#### Data for analysis
--------------------------------

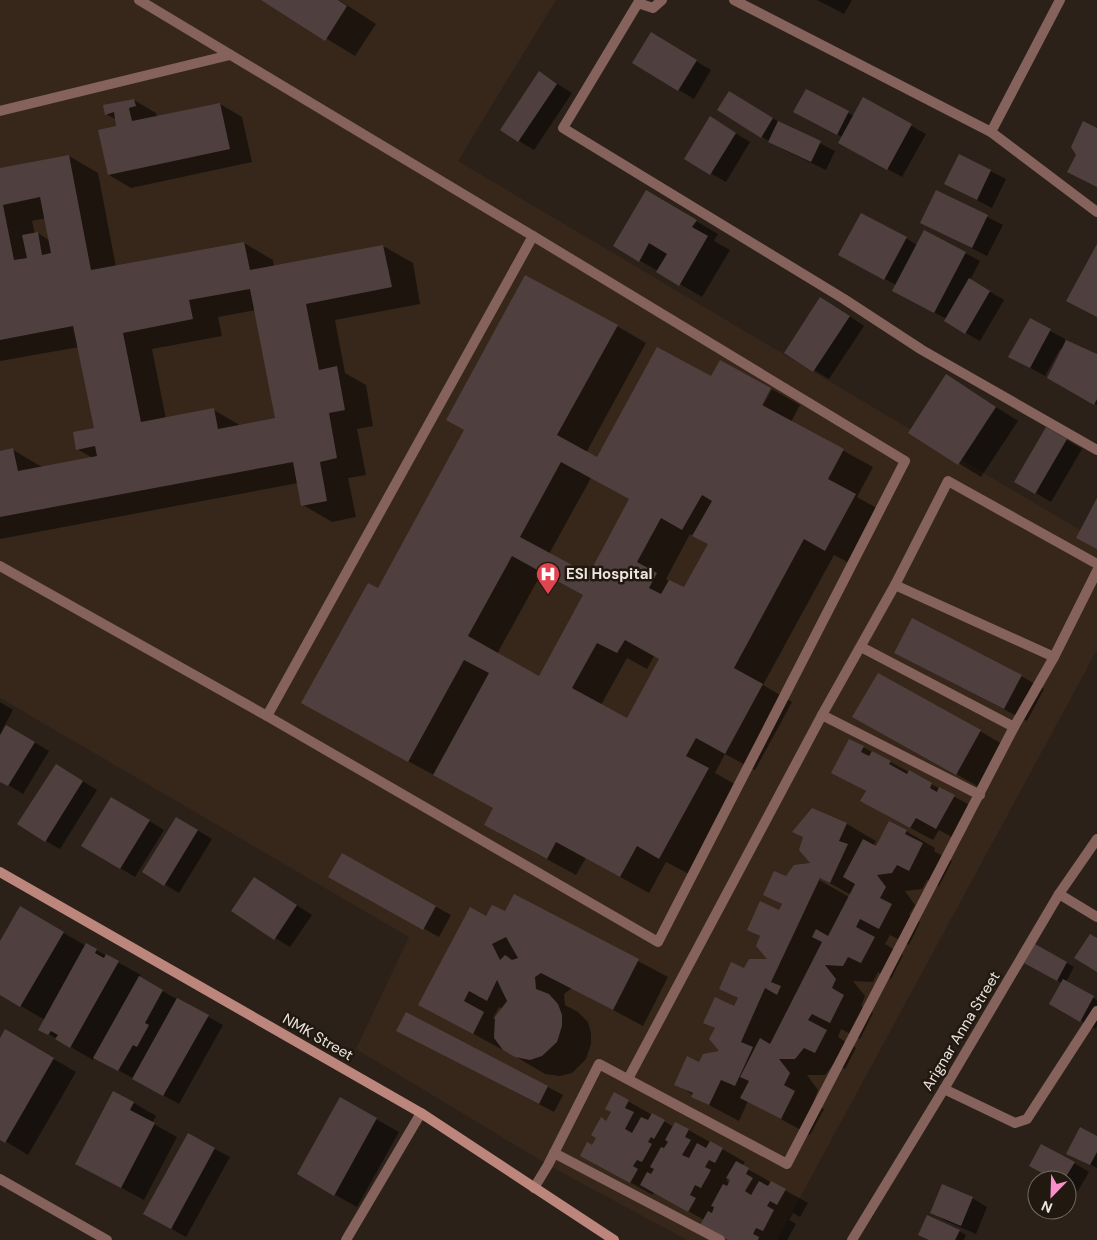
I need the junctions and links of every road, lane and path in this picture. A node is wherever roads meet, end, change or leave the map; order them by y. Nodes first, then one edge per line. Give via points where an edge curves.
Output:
1 (139, 0) edge
2 (662, 0) edge
3 (734, 0) edge
4 (1060, 0) edge
5 (230, 55) junction
6 (0, 111) edge
7 (991, 132) junction
8 (1097, 212) edge
9 (533, 236) junction
10 (1097, 450) edge
11 (1097, 564) edge
12 (0, 566) edge
13 (1097, 571) edge
14 (895, 585) junction
15 (861, 647) junction
16 (1054, 657) junction
17 (822, 715) junction
18 (267, 716) junction
19 (1014, 727) junction
20 (980, 796) junction
21 (1097, 839) edge
22 (0, 872) edge
23 (1059, 894) junction
24 (1097, 917) edge
25 (1097, 1011) edge
26 (628, 1079) junction
27 (944, 1089) junction
28 (421, 1113) junction
29 (554, 1153) junction
30 (0, 1179) edge
31 (534, 1188) junction
32 (107, 1240) edge
33 (346, 1240) edge
34 (614, 1240) edge
35 (720, 1240) edge
36 (852, 1240) edge

1 - 5 street
2 - 10 street via 653,8 638,3 563,128 922,350
3 - 7 street
4 - 7 street
5 - 6 street
5 - 9 street
7 - 8 street
9 - 18 street
9 - 18 street via 905,461 658,942
11 - 14 street via 948,481
12 - 18 street
13 - 16 street
14 - 15 street
14 - 16 street
15 - 17 street
15 - 19 street
16 - 19 street
17 - 20 street
17 - 26 street
19 - 20 street
20 - 26 street via 787,1164
21 - 23 street, Arignar Anna Street
22 - 28 street, NMK Street
23 - 24 street
23 - 27 street, Arignar Anna Street
25 - 27 street via 1028,1119 1015,1123
26 - 29 street via 599,1064
27 - 36 street, Arignar Anna Street
28 - 31 street, NMK Street
28 - 33 street
29 - 31 street
29 - 35 street
30 - 32 street
31 - 34 street, NMK Street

--------------------------------

#### Work order
Would you please return every line in the listing where "Arignar" shows up?

#### Worked solution
21 - 23 street, Arignar Anna Street
23 - 27 street, Arignar Anna Street
27 - 36 street, Arignar Anna Street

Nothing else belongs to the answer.